Там на вокзале царили суета и толкучка. Шла погрузка в эшелон маршевого батальона, отправлявшегося на Восточный фронт. А я и множество других новобранцев — новое пушечное мясо — должны были разместиться в опустевших казармах. Играл военный оркестр, пытаясь создать у людей воинственное настроение. В следующий раз, подумал я, этот марш — «Прощание гладиаторов» будут играть уже тебе.

Не могу сказать, что мне было уютно в моей новой шкуре. Мои друзья и соратники казнены. Сам я, судя по всему, был на волоске от гибели в руках фашистских палачей. И вот теперь я стал служащим фашистского вермахта.

Страшной тяжестью давила военная амуниция. Мне было душно, я весь покрылся потом, припекавшее весеннее солнце лишь усиливало мои муки. У входа в казармы Гинденбурга я предъявил свое предписание. Меня направили к дому, где находилась канцелярия маршевого батальона.

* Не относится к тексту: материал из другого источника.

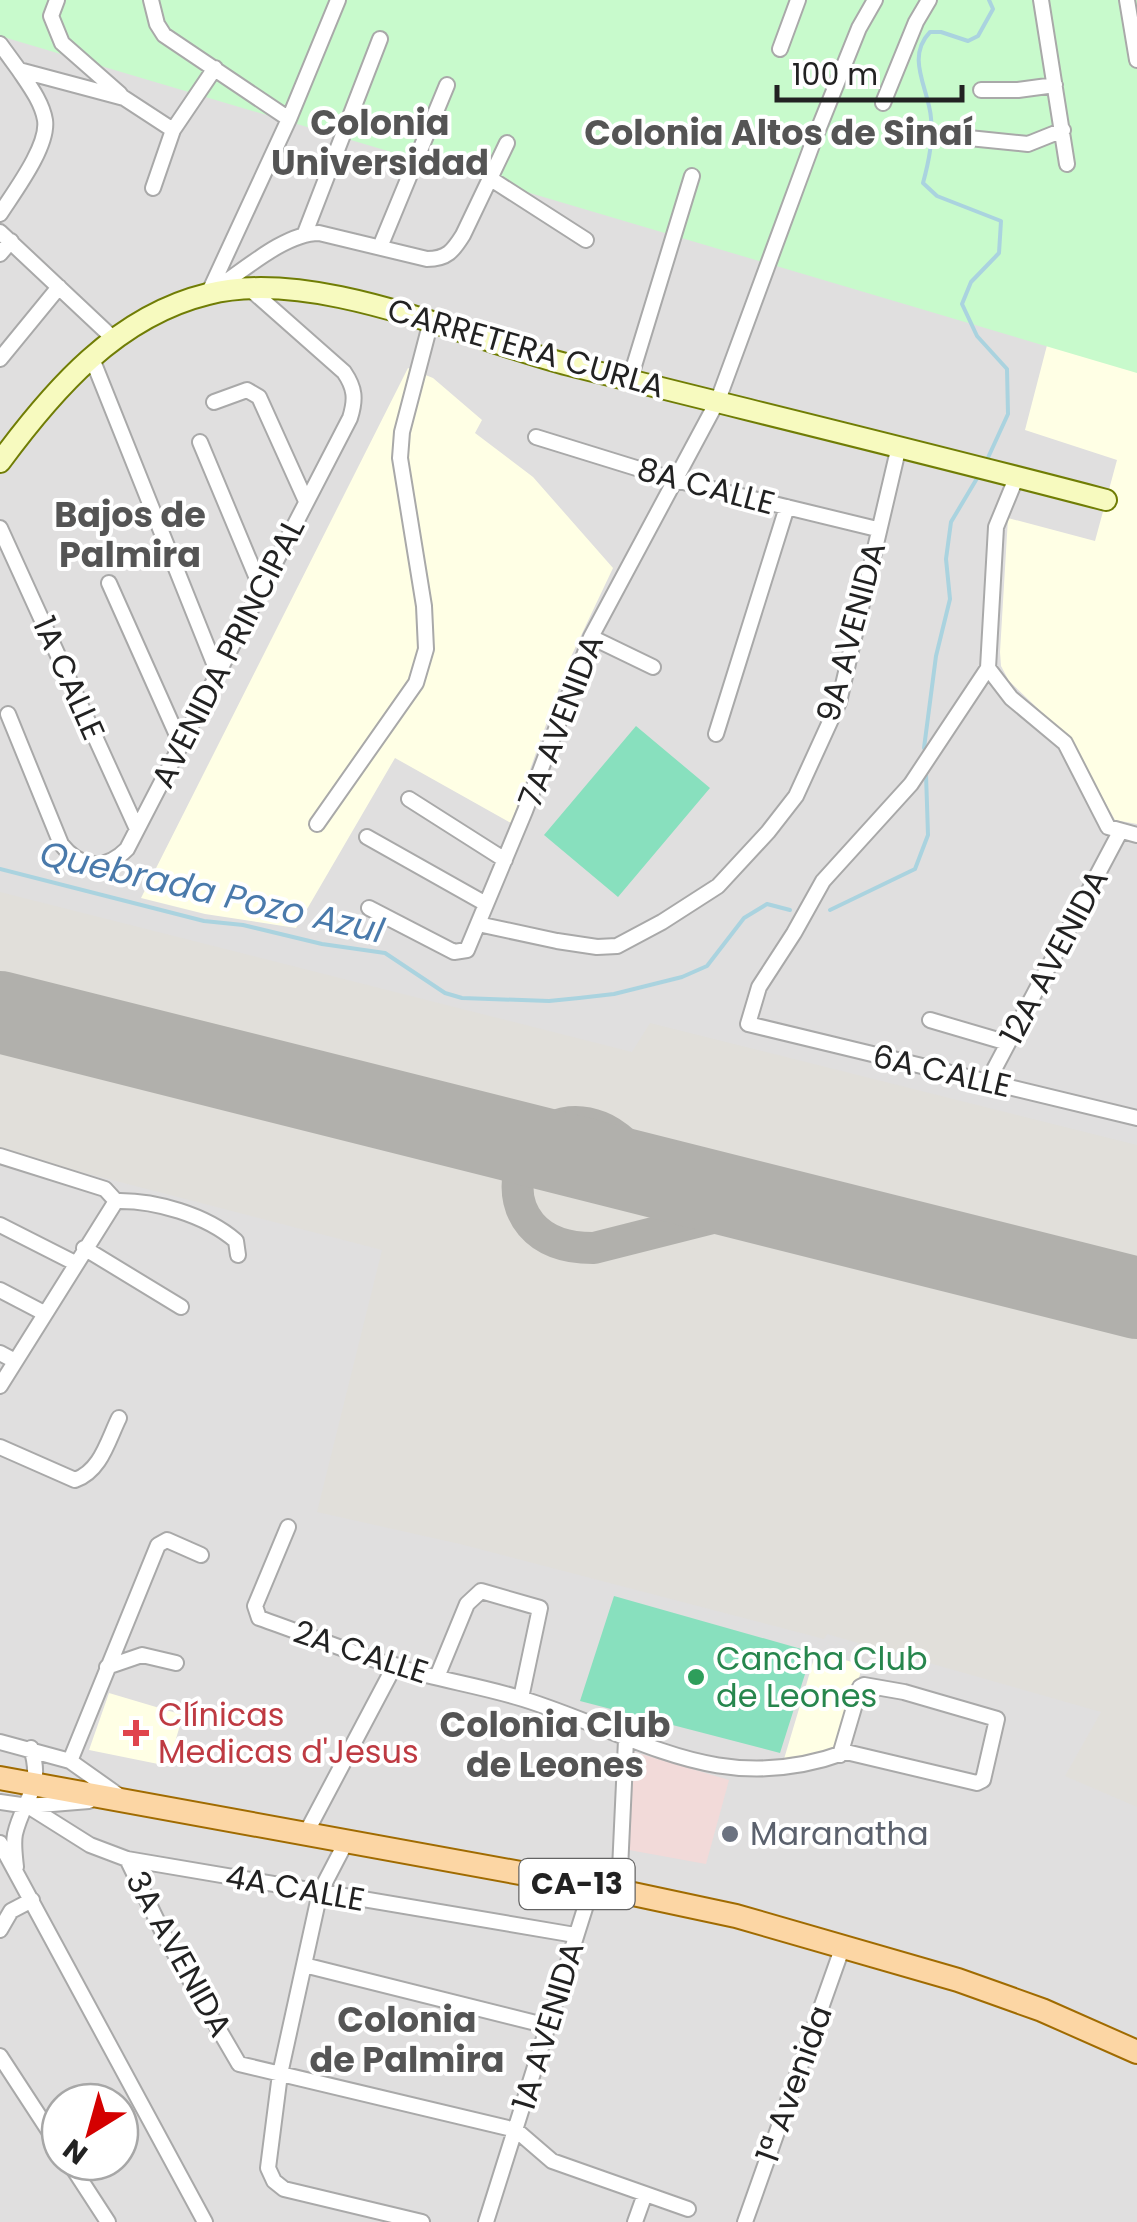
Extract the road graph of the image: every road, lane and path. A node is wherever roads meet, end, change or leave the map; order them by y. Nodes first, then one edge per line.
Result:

Когда я шел через пустынный двор казармы, мне повстречался штабной ефрейтор, которого я механически, без особой нужды спросил, как добраться до канцелярии. Он почему-то заинтересовался мной, спросил, откуда я прибыл и чем занимался раньше. Я терпеливо ответил на все его вопросы. Он попросил показать ему мой военный билет. И, прочтя в нем, что я когда-то прошел курс подготовки в качестве связиста, сказал: «Здесь, в маршевом батальоне, тебе делать нечего. Нам нужны люди в подразделении связистов. Пойдем-ка в нашу канцелярию. Может быть, удастся оставить тебя у нас».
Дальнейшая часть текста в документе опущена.